## Task goal
Wherever "Drive" appears in a line of the listing, report that line.

## Extracted records

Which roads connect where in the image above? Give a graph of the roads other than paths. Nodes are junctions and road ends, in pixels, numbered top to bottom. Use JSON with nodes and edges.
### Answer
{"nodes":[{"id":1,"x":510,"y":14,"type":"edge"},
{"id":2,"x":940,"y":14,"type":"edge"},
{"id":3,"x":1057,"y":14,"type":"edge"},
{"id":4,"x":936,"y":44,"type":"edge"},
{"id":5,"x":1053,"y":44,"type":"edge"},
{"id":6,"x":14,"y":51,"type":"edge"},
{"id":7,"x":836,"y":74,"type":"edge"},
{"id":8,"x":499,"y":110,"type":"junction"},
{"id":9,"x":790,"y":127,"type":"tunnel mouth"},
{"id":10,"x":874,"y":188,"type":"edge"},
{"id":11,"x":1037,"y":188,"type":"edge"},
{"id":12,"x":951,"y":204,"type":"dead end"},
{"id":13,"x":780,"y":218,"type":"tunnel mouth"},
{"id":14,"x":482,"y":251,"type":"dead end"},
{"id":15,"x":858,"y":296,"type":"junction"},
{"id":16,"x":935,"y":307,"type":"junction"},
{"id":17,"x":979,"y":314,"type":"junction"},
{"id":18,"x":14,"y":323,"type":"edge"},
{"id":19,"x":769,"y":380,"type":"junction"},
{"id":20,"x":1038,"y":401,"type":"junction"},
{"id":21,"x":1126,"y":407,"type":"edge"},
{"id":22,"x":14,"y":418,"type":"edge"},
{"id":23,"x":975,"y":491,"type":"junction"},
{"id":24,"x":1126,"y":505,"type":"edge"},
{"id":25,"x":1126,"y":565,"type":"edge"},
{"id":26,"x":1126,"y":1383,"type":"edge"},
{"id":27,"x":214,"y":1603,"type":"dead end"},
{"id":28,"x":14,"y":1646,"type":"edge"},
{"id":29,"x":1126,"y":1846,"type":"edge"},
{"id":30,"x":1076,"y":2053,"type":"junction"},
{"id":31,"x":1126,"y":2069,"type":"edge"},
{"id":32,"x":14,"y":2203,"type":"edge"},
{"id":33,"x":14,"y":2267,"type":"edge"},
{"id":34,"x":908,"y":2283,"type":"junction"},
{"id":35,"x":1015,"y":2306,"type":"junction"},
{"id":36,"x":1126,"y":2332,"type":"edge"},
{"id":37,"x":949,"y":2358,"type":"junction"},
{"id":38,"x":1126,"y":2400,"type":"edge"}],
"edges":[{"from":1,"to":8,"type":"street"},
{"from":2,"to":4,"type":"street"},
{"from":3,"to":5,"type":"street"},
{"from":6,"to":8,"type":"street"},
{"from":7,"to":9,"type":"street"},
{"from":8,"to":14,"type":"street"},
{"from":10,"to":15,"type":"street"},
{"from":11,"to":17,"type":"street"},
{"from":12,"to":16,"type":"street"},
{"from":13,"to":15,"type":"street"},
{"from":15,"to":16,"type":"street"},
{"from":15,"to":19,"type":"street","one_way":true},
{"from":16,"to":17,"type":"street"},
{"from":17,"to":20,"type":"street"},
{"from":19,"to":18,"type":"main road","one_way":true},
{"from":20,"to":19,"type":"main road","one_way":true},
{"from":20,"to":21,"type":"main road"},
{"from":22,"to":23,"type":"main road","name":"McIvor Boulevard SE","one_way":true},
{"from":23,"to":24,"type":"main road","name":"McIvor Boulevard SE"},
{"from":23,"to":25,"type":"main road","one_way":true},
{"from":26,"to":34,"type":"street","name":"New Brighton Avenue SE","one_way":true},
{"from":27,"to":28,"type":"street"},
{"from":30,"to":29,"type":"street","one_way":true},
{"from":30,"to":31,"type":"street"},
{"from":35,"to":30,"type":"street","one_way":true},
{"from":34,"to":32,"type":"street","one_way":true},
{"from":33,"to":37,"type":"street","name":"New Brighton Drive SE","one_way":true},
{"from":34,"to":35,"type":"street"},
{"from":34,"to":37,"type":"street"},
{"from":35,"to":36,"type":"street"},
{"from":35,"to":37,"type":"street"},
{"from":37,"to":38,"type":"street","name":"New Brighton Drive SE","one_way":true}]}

## Solution to the problem
{"from":33,"to":37,"type":"street","name":"New Brighton Drive SE","one_way":true},
{"from":37,"to":38,"type":"street","name":"New Brighton Drive SE","one_way":true}]}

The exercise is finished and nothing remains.